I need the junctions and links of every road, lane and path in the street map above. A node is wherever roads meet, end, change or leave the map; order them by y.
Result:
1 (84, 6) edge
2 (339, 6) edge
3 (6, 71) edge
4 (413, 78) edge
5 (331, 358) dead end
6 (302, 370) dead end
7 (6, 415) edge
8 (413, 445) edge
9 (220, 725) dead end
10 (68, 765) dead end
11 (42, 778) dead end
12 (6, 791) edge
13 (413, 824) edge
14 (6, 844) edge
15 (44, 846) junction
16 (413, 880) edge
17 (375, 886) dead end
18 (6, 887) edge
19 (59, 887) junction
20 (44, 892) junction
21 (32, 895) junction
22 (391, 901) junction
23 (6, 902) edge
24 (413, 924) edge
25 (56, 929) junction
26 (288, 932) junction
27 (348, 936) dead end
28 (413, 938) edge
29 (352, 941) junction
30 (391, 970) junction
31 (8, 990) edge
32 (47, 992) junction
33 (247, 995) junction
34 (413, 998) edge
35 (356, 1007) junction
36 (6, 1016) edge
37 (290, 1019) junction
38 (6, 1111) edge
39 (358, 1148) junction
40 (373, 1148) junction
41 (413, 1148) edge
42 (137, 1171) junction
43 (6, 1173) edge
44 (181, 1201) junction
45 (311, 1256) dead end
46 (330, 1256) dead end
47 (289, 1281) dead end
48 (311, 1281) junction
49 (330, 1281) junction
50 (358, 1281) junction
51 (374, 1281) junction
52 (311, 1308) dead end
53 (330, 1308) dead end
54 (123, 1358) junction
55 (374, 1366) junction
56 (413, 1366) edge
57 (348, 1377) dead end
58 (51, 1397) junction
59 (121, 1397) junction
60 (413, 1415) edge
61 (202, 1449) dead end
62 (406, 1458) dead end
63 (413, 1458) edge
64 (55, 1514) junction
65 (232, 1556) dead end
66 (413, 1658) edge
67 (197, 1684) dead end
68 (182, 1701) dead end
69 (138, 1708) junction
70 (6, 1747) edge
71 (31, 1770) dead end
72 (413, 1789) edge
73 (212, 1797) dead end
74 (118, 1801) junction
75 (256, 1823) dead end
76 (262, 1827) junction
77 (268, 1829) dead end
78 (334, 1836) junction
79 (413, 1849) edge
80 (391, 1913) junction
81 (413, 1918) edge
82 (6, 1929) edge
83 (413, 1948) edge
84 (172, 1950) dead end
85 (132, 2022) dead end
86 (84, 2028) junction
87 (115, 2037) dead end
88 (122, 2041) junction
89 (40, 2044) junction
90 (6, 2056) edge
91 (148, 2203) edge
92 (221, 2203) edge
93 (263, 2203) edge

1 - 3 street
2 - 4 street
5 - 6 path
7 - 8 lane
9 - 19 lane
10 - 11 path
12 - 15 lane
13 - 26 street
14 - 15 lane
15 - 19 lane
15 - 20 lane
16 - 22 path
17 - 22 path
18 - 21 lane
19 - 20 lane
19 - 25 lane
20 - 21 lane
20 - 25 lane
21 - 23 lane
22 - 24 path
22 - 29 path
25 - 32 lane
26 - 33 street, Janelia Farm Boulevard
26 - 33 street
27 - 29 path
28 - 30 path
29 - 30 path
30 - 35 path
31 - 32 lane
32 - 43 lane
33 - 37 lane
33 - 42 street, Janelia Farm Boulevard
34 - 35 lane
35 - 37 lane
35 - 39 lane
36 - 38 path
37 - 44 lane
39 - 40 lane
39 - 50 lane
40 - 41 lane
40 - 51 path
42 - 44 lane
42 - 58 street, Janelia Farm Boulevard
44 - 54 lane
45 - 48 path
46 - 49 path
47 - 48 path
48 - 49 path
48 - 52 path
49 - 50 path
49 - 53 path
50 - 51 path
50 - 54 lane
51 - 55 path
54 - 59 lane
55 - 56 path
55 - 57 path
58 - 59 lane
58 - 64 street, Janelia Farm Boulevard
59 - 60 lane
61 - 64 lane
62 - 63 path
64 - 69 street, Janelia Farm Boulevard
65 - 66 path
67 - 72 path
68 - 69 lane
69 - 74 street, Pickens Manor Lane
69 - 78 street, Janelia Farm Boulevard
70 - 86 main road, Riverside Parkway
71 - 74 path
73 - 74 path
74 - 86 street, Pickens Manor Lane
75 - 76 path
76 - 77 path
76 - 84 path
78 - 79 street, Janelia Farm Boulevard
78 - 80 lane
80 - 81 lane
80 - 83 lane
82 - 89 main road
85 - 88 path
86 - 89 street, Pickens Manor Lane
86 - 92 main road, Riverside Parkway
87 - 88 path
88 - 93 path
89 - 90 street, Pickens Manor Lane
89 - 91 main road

____________

— Your task —
Return each line of the material in which the string "road" can be found.

— Written solution —
I need the junctions and links of every road, lane and path in the street map above. A node is wherever roads meet, end, change or leave the map; order them by y.
70 - 86 main road, Riverside Parkway
82 - 89 main road
86 - 92 main road, Riverside Parkway
89 - 91 main road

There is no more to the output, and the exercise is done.